The financial market is going through a period of severe turbulence. Indeed, international tensions are shaking up the global economy. Currently, Bitcoin is facing this great instability with great difficulty. Analysts note that macroeconomics are now driving the price of this digital currency. Therefore, technical fundamentals matter much less today. Instead, investors are watching global political decisions very closely. Ultimately, these external factors dictate the general trend of the entire sector.

In brief
- Geopolitics is taking control of the markets: tensions in the Middle East, soaring oil prices and falling stock market indices are weighing heavily on Bitcoin.
- Rising oil fuels inflation and pushes the Fed to maintain tight monetary policy, which reduces liquidity and dampens the momentum of bitcoin and risky assets.
- Institutionals in retreat: despite some recent entries, large investors remain cautious, accentuating volatility and weakening the entire crypto market.
Geopolitical tensions: the impact on the price of Bitcoin
Recent attacks in the Middle East are worrying traditional markets. First, the price of bitcoin slipped below $65,000 this weekend. Then, buyers quickly brought the price back towards $67,000. However, the Strait of Hormuz remains completely closed to commercial vessels.
In his article posted onthe algorithmic trading company Wintermute, believes that this maritime blockage prolongs the current international crisis. Airspace is under severe restrictions over the Gulf region.
On the one hand, some political leaders hope for a very quick outcome. However, other officials predict a much more prolonged conflict. Furthermore, traditional finance reacts strongly to these unforeseen events. The barrel of oil gains 9% almost instantly. Gold adds a trillion to its overall valuation very quickly. Meanwhile, the US stock index is falling very heavily. In short, fear is spreading across all global economic players, indicates the Wintermute report.

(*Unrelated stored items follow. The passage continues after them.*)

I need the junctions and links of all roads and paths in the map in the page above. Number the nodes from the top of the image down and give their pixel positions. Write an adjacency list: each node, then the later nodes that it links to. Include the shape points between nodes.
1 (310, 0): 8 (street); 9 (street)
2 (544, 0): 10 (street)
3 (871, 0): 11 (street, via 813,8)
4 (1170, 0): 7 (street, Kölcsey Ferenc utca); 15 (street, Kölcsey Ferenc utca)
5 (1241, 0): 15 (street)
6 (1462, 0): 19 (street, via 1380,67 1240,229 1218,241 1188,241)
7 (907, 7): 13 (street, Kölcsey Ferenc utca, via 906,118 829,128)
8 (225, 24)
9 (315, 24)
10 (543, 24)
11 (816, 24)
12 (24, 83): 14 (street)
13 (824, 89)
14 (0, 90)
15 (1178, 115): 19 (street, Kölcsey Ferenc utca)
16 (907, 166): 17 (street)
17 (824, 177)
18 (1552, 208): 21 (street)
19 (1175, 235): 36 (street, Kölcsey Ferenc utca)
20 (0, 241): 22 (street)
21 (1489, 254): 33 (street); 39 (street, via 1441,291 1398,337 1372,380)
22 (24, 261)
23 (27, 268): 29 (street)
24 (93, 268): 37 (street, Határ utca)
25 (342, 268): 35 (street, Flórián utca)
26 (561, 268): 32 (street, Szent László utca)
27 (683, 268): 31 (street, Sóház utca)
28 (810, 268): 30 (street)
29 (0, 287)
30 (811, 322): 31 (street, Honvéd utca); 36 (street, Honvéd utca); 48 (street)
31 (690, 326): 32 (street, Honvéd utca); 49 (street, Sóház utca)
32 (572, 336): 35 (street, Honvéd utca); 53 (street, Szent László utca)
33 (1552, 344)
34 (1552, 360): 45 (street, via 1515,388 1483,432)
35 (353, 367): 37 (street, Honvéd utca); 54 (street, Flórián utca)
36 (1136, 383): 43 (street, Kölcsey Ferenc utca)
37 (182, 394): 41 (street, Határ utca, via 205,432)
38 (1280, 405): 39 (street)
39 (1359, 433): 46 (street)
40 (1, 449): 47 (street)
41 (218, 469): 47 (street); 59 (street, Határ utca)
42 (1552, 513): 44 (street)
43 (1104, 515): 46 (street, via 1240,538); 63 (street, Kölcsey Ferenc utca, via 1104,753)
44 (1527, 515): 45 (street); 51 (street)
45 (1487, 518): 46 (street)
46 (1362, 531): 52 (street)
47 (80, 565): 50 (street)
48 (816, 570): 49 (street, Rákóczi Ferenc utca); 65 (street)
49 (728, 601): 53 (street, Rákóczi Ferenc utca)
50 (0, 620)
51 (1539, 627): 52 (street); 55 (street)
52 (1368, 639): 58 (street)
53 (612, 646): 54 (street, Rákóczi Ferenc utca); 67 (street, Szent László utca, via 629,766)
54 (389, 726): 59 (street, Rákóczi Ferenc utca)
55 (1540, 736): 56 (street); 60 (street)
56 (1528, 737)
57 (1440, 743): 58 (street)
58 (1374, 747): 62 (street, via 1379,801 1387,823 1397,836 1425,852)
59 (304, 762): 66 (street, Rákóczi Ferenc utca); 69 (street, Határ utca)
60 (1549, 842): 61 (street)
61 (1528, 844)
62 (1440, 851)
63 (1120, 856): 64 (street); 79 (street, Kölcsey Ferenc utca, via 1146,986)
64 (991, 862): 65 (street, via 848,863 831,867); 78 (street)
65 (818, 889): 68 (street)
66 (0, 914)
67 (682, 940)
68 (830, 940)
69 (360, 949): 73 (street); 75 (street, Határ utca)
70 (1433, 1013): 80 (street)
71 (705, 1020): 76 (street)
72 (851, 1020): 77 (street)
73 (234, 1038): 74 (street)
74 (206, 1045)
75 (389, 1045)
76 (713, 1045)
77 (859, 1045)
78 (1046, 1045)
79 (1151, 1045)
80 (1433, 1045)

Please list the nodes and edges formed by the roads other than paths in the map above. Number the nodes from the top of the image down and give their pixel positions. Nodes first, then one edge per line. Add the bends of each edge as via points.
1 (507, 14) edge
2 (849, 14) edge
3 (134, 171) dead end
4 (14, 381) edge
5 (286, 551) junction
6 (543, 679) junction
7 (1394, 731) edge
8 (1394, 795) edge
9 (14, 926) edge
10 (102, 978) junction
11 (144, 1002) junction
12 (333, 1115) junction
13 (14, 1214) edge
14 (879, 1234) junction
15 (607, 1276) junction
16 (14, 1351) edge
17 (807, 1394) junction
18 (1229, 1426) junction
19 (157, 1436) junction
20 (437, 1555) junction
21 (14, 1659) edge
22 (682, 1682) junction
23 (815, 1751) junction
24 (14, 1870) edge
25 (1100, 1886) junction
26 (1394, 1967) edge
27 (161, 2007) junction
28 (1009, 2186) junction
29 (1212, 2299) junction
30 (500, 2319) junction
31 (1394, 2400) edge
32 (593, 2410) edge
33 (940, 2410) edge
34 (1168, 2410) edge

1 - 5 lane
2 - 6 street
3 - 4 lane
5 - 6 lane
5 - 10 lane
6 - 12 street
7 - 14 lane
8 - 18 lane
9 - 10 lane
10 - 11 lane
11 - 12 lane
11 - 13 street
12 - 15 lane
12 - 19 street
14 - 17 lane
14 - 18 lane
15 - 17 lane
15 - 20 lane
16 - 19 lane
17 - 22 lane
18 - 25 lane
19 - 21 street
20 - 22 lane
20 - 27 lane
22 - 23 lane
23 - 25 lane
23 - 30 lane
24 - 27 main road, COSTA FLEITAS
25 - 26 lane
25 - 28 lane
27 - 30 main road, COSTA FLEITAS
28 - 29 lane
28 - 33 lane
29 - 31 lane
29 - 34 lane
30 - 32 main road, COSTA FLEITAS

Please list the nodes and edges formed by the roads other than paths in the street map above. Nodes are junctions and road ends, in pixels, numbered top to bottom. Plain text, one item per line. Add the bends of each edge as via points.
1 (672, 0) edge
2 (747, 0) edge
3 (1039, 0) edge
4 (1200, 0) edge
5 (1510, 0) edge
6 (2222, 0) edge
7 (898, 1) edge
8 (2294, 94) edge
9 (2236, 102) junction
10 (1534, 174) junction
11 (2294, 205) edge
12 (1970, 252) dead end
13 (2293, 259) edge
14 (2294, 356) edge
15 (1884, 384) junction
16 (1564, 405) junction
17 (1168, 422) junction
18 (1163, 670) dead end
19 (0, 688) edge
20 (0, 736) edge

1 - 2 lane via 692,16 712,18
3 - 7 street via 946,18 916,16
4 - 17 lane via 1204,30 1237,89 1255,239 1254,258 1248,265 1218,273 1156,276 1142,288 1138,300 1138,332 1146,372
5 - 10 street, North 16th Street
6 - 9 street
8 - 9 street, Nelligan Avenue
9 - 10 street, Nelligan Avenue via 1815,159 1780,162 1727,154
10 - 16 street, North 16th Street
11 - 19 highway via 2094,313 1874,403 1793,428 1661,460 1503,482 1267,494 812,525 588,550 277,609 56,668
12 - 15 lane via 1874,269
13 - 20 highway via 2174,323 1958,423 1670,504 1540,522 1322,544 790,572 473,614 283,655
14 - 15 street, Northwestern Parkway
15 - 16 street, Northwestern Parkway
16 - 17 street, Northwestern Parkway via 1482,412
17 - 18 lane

Oil, Fed and Bitcoin: inflationary pressure that weakens the markets
First, the surge in oil prices is boosting global inflation and increasing the energy bill. Wintermute indicates that the barrel recently crossed 80 dollars, with projections of up to 100 dollars. In this context, more expensive energy automatically leads to a general increase in prices. This inflationary dynamic is lasting and weighs on the cost of living.
Therefore, digital assets are not spared. Bitcoin is indirectly subject to this macroeconomic pressure, often underestimated by traders. Thus, the high cost of energy dampens the appetite for investment and reinforces risk aversion.
Then, faced with this persistent inflation, the American Federal Reserve adopts a wait-and-see posture. Rate cuts have been postponed, which has frozen the financial markets for several months. As a result, this monetary prudence penalizes stocks and directly affects the crypto sector. Maintaining high policy rates limits access to liquidity and reduces the attractiveness of risky assets. Ultimately, bitcoin evolves at the pace imposed by traditional finance, while the hope of monetary easing gradually fades away.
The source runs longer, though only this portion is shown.